Signal Generator Type of Ramp Pulse
The ramp pulse is set up as shown in Figure 8 below and the selected CAN/LIN signal will be generated in a rise-hold-fall-delay time sequence. The high value, low value and each time period can be modified.
Ramp Pulse - Parameter List
The signal graph depends on the parameters defined in this table, as shown in Figure 9 below, and can be modified for rise time, hold time, fall time, delay time after fall, low value, and high value.
Value range of signal generator types
The value range generator traverses the signal values in an "up", "down" and "alternate" manner, and the value ranges are set as shown in Figure 10 below.
Value range - parameter list
The signal graph depends on the parameters defined in this table, as shown in Figure 11, and can be modified in terms of step amount, hold time, minimum value, maximum value, and direction.
Signal Generator Type Switching
The switched signal value is switched between low and high, and the user can specify the low and high values. The settings for switching are shown in Figure 12 below.
The signal graph depends on the parameters defined in this table, as shown in Figure 13, and can be modified for low and high values.
Signal Generator Type Random
The Random Signal Generator outputs a random signal value, and you can specify the low and high values of the random range. The random settings are shown in Figure 14 below.

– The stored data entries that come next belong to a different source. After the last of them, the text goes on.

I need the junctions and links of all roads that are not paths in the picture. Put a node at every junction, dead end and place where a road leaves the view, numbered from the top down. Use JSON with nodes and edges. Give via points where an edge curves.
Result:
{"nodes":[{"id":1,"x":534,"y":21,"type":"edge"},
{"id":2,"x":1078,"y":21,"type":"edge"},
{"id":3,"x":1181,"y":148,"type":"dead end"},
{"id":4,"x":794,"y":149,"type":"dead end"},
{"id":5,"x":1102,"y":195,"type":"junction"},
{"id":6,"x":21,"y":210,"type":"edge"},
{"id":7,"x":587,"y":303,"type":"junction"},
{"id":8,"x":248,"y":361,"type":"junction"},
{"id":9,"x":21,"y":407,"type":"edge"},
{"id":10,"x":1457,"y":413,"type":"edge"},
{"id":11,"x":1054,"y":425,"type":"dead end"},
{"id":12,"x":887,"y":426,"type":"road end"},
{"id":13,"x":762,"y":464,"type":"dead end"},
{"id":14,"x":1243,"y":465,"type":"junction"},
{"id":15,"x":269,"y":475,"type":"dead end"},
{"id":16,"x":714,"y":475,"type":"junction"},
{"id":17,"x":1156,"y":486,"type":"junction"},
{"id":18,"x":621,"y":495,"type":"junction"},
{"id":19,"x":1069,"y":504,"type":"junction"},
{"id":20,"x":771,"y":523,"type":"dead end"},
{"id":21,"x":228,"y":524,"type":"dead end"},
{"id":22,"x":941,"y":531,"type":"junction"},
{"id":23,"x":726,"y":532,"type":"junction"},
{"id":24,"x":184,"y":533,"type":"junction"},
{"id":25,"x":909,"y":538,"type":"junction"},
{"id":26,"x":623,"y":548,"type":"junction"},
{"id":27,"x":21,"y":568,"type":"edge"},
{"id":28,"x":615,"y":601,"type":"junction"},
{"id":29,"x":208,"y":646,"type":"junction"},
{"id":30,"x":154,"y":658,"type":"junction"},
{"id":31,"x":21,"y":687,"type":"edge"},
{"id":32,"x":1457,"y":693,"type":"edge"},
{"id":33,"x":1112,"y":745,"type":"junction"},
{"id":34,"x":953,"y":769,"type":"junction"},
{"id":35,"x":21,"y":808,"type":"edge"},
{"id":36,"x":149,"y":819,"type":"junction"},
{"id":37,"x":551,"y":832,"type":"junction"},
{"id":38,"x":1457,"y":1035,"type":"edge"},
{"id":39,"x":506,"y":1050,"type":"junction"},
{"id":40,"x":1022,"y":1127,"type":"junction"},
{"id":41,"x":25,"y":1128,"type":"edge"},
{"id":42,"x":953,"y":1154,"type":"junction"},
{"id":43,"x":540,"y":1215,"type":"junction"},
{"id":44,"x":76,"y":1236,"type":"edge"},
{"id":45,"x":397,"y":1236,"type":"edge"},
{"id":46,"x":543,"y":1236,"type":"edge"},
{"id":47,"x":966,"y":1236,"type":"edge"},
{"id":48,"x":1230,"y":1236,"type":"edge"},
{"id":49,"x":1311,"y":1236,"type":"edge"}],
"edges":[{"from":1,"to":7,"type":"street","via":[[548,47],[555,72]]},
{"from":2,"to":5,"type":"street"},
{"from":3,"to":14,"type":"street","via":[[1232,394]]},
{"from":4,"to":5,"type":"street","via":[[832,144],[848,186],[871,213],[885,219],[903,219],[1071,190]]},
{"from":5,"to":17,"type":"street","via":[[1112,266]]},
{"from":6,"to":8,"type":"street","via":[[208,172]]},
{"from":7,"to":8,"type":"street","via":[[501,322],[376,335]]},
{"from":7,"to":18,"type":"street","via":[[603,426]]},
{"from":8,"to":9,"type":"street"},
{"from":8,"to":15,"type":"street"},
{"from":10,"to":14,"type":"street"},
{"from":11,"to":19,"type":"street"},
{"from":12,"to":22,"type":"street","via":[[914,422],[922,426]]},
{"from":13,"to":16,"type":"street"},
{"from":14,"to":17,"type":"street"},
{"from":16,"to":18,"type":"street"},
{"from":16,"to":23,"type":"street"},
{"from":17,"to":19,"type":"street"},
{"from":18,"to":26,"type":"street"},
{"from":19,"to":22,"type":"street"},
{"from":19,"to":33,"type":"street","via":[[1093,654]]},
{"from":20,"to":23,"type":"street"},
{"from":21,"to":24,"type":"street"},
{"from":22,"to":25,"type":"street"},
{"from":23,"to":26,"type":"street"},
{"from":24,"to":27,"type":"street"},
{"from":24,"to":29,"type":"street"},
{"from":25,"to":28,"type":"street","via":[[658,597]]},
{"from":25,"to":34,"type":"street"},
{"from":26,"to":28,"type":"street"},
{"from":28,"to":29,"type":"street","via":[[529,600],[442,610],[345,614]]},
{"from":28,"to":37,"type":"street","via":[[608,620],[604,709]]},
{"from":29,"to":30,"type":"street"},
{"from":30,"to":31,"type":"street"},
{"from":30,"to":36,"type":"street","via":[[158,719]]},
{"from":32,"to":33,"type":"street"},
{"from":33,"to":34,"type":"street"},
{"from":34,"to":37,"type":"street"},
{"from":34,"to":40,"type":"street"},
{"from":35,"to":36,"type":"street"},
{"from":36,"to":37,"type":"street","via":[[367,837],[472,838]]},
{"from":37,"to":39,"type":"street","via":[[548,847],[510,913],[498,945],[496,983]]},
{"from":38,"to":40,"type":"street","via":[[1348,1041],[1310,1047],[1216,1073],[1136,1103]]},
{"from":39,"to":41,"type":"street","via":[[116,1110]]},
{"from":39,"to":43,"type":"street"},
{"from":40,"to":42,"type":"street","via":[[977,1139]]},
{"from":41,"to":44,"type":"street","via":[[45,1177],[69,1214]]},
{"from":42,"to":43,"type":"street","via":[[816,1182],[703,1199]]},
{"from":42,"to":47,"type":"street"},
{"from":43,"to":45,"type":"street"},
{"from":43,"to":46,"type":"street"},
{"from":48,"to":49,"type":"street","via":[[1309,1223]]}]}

Randomized values-parameter list
The signal graph depends on the parameters defined in this table, as shown in Figure 15, and can be modified for low and high values.
Signal Generator Type Customization
Users can customize the signal values in the Custom Builder, as well as import and export .sig files, with customized settings as shown in Figure 16 below.
Customization - Parameter List
Sampling time can be set in milliseconds.
Customization - Signal Value Table
To add a new value to the table, press the Down key; to insert a new value before the selected value in the table, press the Insert key, as set up in Figure 17.
Note: The time series in the table must be in ascending order, otherwise the generator will stop at the wrong time.
Users can import externally defined signal waveforms. The extension of the waveform data file should be "*.sig", as in Figure 18.
The "*.sig" file format is shown in Figure 19 below:
Row 1: Interpolation method, currently only linear interpolation is supported.
Line 2: Sample rate in milliseconds.
Line 3: Delay time (milliseconds).
Line 4: Signal name.
Row 5 and below: table data for defined signal values separated by the ";" character.
The export function of the signal generator will export the current table value to a "*.sig" file, as shown in Figure 20.
Signal Generator Types of System Variables
The user associates system variables, and signal changes follow changes in the system variables. The system variables can come from user variables or internal TSMaster variables such as those created by C applets, diagnostic generated variables, calibration variables, etc.
System Variables-Parameter List
The signal graph depends on the parameters defined in this table, and modifications can be made to the associated system variable values and sampling period values, as shown in Figure 21.
Example:The Engspeed signal is associated with Var0 of the system variable, as shown in Figure 22.
When Var0 increases by 1 every 100ms and the value of Engspeed follows by 1 every 100ms, the graph changes as in Figure 23.